洋菓子店の日常的な光景から穴を開けるヒントを得る…
そんな折、スタッフが目にしたのは町の洋菓子店では日常的なとある光景でした。この洋菓子店では、型の容器の底にアイスピックで穴を開け、崩れないようにゼリーを皿に盛り付けていました。これと同じように、容器の底に穴を開けられるようにすれば、きれいにプリンを皿の上に出すことができる!それまでにないプリンづくりのヒントが生まれました。
しかし、底に簡単に穴を開けられる容器というのは、当時の日本のどこにもありません。
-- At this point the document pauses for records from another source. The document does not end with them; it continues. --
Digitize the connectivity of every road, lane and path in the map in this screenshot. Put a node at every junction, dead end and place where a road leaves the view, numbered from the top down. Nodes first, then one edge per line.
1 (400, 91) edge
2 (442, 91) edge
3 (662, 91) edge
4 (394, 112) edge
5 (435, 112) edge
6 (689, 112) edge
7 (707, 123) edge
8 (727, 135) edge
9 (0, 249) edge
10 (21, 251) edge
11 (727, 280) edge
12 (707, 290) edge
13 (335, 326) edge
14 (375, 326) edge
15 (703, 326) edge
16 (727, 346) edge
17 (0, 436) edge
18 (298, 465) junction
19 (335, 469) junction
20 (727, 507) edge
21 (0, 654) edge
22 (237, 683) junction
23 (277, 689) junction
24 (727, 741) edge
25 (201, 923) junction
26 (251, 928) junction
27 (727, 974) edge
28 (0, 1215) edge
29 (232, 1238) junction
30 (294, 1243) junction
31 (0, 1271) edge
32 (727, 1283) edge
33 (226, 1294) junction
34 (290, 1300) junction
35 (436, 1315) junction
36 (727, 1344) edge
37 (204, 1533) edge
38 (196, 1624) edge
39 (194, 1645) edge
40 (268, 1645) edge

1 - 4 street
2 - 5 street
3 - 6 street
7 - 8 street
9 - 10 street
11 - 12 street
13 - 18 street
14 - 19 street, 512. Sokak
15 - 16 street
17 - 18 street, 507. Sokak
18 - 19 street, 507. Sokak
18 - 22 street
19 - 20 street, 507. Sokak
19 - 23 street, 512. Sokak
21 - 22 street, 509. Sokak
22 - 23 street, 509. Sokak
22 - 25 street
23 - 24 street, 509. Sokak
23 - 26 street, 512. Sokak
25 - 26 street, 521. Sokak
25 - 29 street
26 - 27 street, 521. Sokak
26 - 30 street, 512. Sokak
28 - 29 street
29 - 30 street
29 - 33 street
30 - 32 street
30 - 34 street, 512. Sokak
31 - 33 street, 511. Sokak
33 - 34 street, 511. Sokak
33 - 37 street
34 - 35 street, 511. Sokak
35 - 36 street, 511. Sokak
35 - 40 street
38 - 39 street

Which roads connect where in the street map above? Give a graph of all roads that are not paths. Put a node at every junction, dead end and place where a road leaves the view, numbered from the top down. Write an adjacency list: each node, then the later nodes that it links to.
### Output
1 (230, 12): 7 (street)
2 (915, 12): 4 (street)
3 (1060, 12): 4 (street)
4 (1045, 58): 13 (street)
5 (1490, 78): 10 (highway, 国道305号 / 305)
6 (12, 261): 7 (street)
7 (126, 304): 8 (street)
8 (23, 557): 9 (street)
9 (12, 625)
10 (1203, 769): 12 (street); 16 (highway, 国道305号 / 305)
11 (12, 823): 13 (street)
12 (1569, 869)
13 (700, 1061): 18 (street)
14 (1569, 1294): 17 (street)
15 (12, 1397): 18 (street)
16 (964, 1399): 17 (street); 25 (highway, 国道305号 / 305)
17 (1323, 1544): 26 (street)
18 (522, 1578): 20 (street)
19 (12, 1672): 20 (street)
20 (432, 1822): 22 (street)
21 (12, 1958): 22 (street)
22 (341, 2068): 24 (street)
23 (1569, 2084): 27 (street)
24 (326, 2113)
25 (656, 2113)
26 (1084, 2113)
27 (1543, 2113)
いろいろな容器メーカーに相談を持ちかけますが、成型が複雑になるなど技術的に困難で、ことごとく断られてしまいます。
なおも引き受けてくれる会社を探した末、1972年1月、底にあるツマミを折ると穴が開くタイプの容器が作れるメーカーがようやく現れました。ポイントになったのはツマミの位置です。ツマミの位置を、容器の底に作ったへこみから微妙にずらすと軽く折れ、きれいに穴が開きます。
こうして1972年7月、「グリコプリン」が発売されました。容器のフタには、ツマミを折るイラストと共に「底のポッチをプッチンしてね」との説明が入っています。簡単に、きれいに皿の上に盛り付けることができる画期的なプリンの誕生です。
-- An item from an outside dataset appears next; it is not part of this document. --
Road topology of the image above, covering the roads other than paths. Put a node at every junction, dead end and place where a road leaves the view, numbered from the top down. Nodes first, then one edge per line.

しかし、グリコプリンの売れ行きは思わしくありませんでした。
容器の底のツマミを折れば簡単に皿の上に出せるという利便性には、自信がありました。そこで、新たに味を見直したのです。さまざまな原料の配合のバランスを変えて味のパターンをいくつも作り、試食を繰り返します。その中で見つけたキーワードが「ミルキーさ」と「コク」。この2つの要素を満たしていると、おいしく、飽きのこないプリンになると見定めたのです。
現在にも通じるモノの本質を見極める力の重要性
こうして、「グリコプリン」は「プッチンプリン」と名前を変え、1974年に新たに発売されました。おいしくなったグリコのプリン、プッチンプリンは評判を呼びます。そして、プリンがきれいに皿に落ちる様子を映したテレビCMと相まって、一大ヒット商品となりました。
以降、プッチンプリンは愛され続け、2013年にはシリーズ累計販売数が51億個を超えるという記録的なロングセラー商品になります。
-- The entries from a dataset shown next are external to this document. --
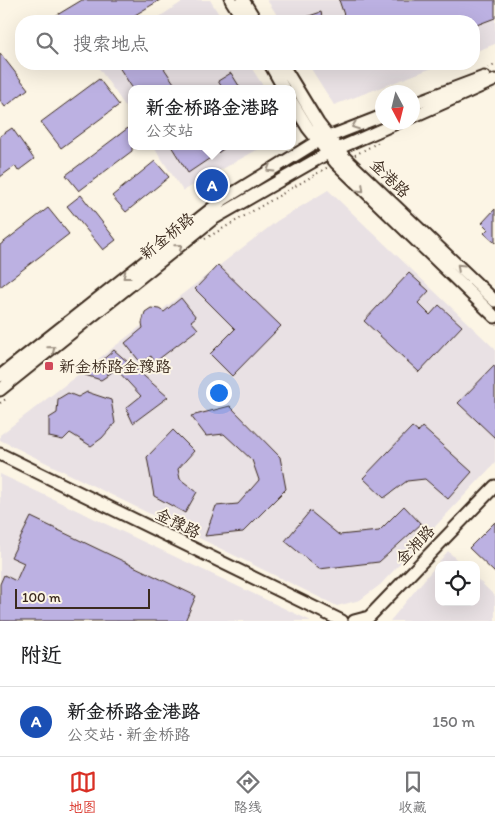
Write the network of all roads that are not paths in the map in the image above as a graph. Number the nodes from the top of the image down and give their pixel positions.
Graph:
1 (231, 0) edge
2 (243, 0) edge
3 (240, 15) edge
4 (252, 15) edge
5 (273, 70) edge
6 (286, 70) edge
7 (495, 73) edge
8 (495, 80) edge
9 (282, 85) edge
10 (294, 85) edge
11 (296, 88) edge
12 (420, 101) edge
13 (296, 107) edge
14 (420, 113) edge
15 (375, 119) edge
16 (384, 130) edge
17 (323, 139) junction
18 (341, 154) junction
19 (495, 301) edge
20 (495, 316) edge
21 (0, 376) edge
22 (4, 393) edge
23 (0, 454) edge
24 (495, 486) edge
25 (342, 621) edge
26 (355, 621) edge

1 - 3 street
2 - 4 street
5 - 9 street
6 - 10 street, 金港路
7 - 12 street
8 - 14 street
11 - 17 street, 金港路
13 - 17 street, 金港路
15 -> 17 street, 新金桥路
16 - 18 street, 新金桥路
17 - 18 street, 金港路
17 -> 21 street, 新金桥路
19 -> 18 street, 金港路
18 -> 20 street, 金港路
22 -> 18 street, 新金桥路
23 - 25 street, 金豫路
24 - 26 street, 金湘路

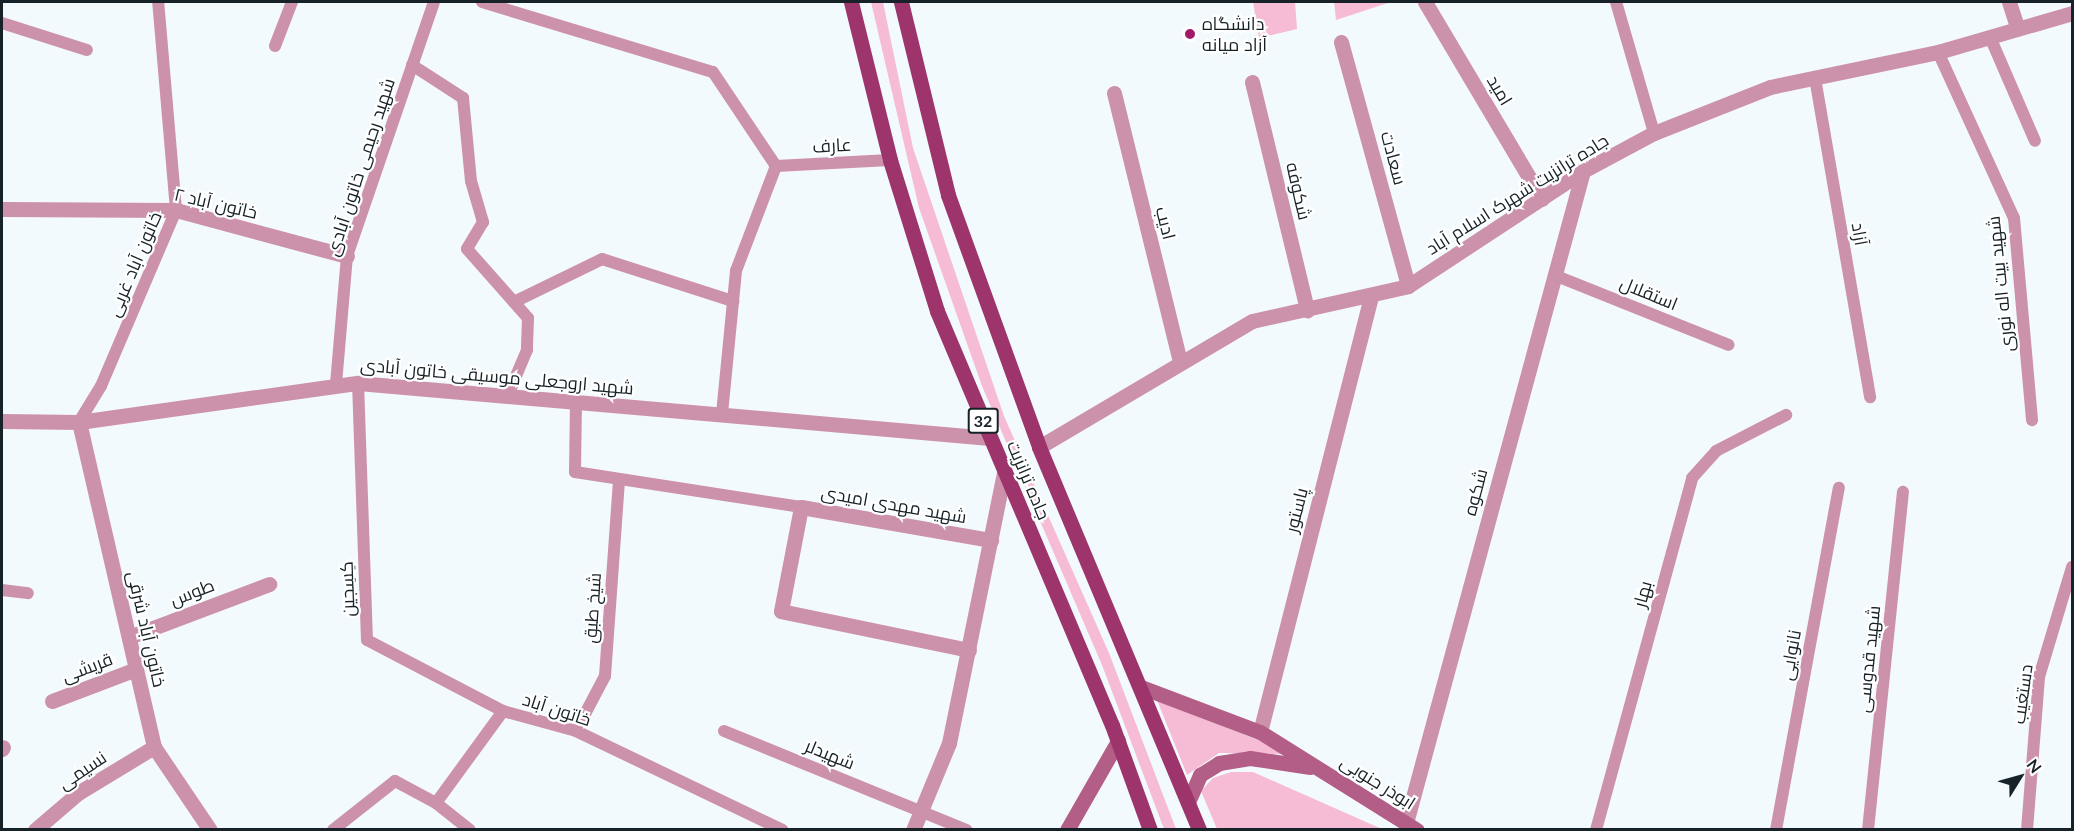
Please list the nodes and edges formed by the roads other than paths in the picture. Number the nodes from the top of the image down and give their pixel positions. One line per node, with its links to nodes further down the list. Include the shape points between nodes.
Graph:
1 (158, 2): 29 (lane, خاتون آباد غربی)
2 (292, 2): 15 (lane)
3 (434, 2): 18 (lane, شهید رحیمی خاتون آبادی)
4 (482, 2): 25 (lane, via 713,72)
5 (850, 2): 24 (main road, جاده ترانزیت / 32)
6 (900, 2): 50 (main road, جاده ترانزیت / 32, via 948,195)
7 (1425, 2): 27 (street, امید)
8 (1616, 2): 22 (lane)
9 (2009, 2): 12 (street)
10 (2073, 13): 12 (street, جاده ترانزیت شهرک اسلام آباد)
11 (2, 23): 16 (lane)
12 (2018, 29): 13 (street, جاده ترانزیت شهرک اسلام آباد)
13 (1990, 37): 17 (street, جاده ترانزیت شهرک اسلام آباد); 23 (lane)
14 (1341, 42): 32 (street, سعادت)
15 (275, 46)
16 (87, 50)
17 (1938, 52): 19 (street, جاده ترانزیت شهرک اسلام آباد); 46 (lane, شهید بیت اله نوری, via 2014,218)
18 (412, 65): 30 (lane, شهید رحیمی خاتون آبادی); 35 (lane, via 463,98 471,181 483,222 467,249)
19 (1815, 78): 22 (street, جاده ترانزیت شهرک اسلام آباد, via 1770,87); 42 (lane, آزاد)
20 (1252, 82): 36 (street, شکوفه)
21 (1114, 93): 38 (street, ادیب)
22 (1654, 133): 26 (street, جاده ترانزیت شهرک اسلام آباد)
23 (2035, 141)
24 (890, 160): 25 (lane, عارف); 49 (main road, جاده ترانزیت / 32, via 938,310)
25 (776, 166): 34 (lane, via 736,272)
26 (1583, 171): 27 (street, جاده ترانزیت شهرک اسلام آباد); 31 (street, شکوه)
27 (1542, 199): 32 (street, جاده ترانزیت شهرک اسلام آباد)
28 (2, 209): 29 (street, خاتون آباد ۲)
29 (176, 210): 30 (street, خاتون آباد ۲); 48 (lane, خاتون آباد غربی, via 101,386)
30 (347, 256): 40 (lane, شهید رحیمی خاتون آبادی)
31 (1554, 275): 37 (lane, استقلال); 76 (street, شکوه)
32 (1408, 286): 33 (street, جاده ترانزیت شهرک اسلام آباد)
33 (1371, 296): 36 (street, جاده ترانزیت شهرک اسلام آباد); 69 (street, پاستور)
34 (733, 301): 35 (lane, via 602,259); 44 (lane)
35 (514, 302): 41 (lane, via 528,318 527,350)
36 (1307, 310): 38 (street, جاده ترانزیت شهرک اسلام آباد, via 1252,321)
37 (1729, 345)
38 (1180, 361): 50 (street, جاده ترانزیت شهرک اسلام آباد)
39 (358, 383): 40 (street, شهید اروجعلی موسیقی خاتون آبادی); 41 (street, شهید اروجعلی موسیقی خاتون آبادی); 66 (lane, کِسِجین, via 367,640)
40 (336, 384): 48 (street, شهید اروجعلی موسیقی خاتون آبادی)
41 (508, 395): 43 (street, شهید اروجعلی موسیقی خاتون آبادی)
42 (1870, 397)
43 (576, 401): 44 (street, شهید اروجعلی موسیقی خاتون آبادی); 52 (lane, via 575,472)
44 (722, 414): 49 (street, شهید اروجعلی موسیقی خاتون آبادی)
45 (1786, 415): 87 (lane, بهار, via 1716,451 1692,478)
46 (2032, 420)
47 (2, 421): 48 (street, شهید اروجعلی موسیقی خاتون آبادی)
48 (79, 422): 61 (street, خاتون آباد شرقی)
49 (990, 438): 51 (main road, جاده ترانزیت / 32)
50 (1039, 447): 64 (main road, جاده ترانزیت / 32)
51 (1004, 472): 56 (street); 70 (main road, جاده ترانزیت / 32)
52 (619, 479): 55 (lane); 67 (lane, شیخ طبق, via 605,676)
53 (1839, 488): 88 (lane, نانوایی)
54 (1903, 492): 89 (lane, شهید قدوسی)
55 (801, 507): 56 (street, شهید مهدی امیدی); 62 (street, شهید مهدی امیدی, via 781,611)
56 (991, 540): 62 (street)
57 (2073, 567): 90 (lane, دستغیب, via 2039,677)
58 (269, 584): 61 (street, طوس)
59 (2, 590): 60 (lane)
60 (28, 593)
61 (129, 637): 63 (street, خاتون آباد شرقی)
62 (969, 650): 75 (street, via 949,743)
63 (136, 669): 65 (street, قریشی); 71 (street, خاتون آباد شرقی)
64 (1140, 687): 69 (street, ابوذر جنوبی); 73 (main road, جاده ترانزیت / 32)
65 (52, 701)
66 (503, 711): 67 (lane, خاتون آباد); 74 (lane, خاتون آباد)
67 (576, 731): 77 (lane, خاتون آباد)
68 (724, 731): 75 (lane, شهیدلر)
69 (1260, 732): 72 (street, ابوذر جنوبی)
70 (1118, 741): 84 (street); 85 (main road, جاده ترانزیت / 32)
71 (154, 747): 78 (street, نسیمی, via 78,793); 79 (street, خاتون آباد شرقی)
72 (1318, 768): 73 (street, via 1234,759 1200,775); 76 (street, ابوذر جنوبی)
73 (1188, 802): 86 (main road, جاده ترانزیت / 32)
74 (436, 803): 80 (lane, via 395,781); 81 (lane)
75 (922, 811): 82 (street); 83 (lane, شهیدلر)
76 (1411, 826)
77 (781, 829)
78 (35, 830)
79 (210, 830)
80 (333, 830)
81 (470, 830)
82 (913, 830)
83 (967, 830)
84 (1067, 830)
85 (1150, 830)
86 (1199, 830)
87 (1596, 830)
88 (1776, 830)
89 (1868, 830)
90 (2027, 830)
プッチンプリンが支持されるのは、容器の底のツマミを折るときれいにプリンを皿に盛ることができる仕組みによるところが大きいでしょう。また、その特徴を的確に表したテレビCMやプッチンプリンというネーミングも、ロングセラーの要因と思われます。
しかし、それだけではこれだけ長い期間売れ続けることはなかったのではないでしょうか。1972年にグリコプリンを発売したときにも、容器の底のツマミの仕組みはありました。そこで受け入れられなかったとき、食品の核(本質的なもの、人が感じる価値)である味に立ち返ったことが、ロングセラーの原点となりました。
商品開発において、デザインやパッケージ、ネーミング、販売戦略などは非常に重要な要素です。しかし、商品の核となる価値が担保されていることが、すべての出発点になる。このことを、プッチンプリンの事例は教えてくれているように思います。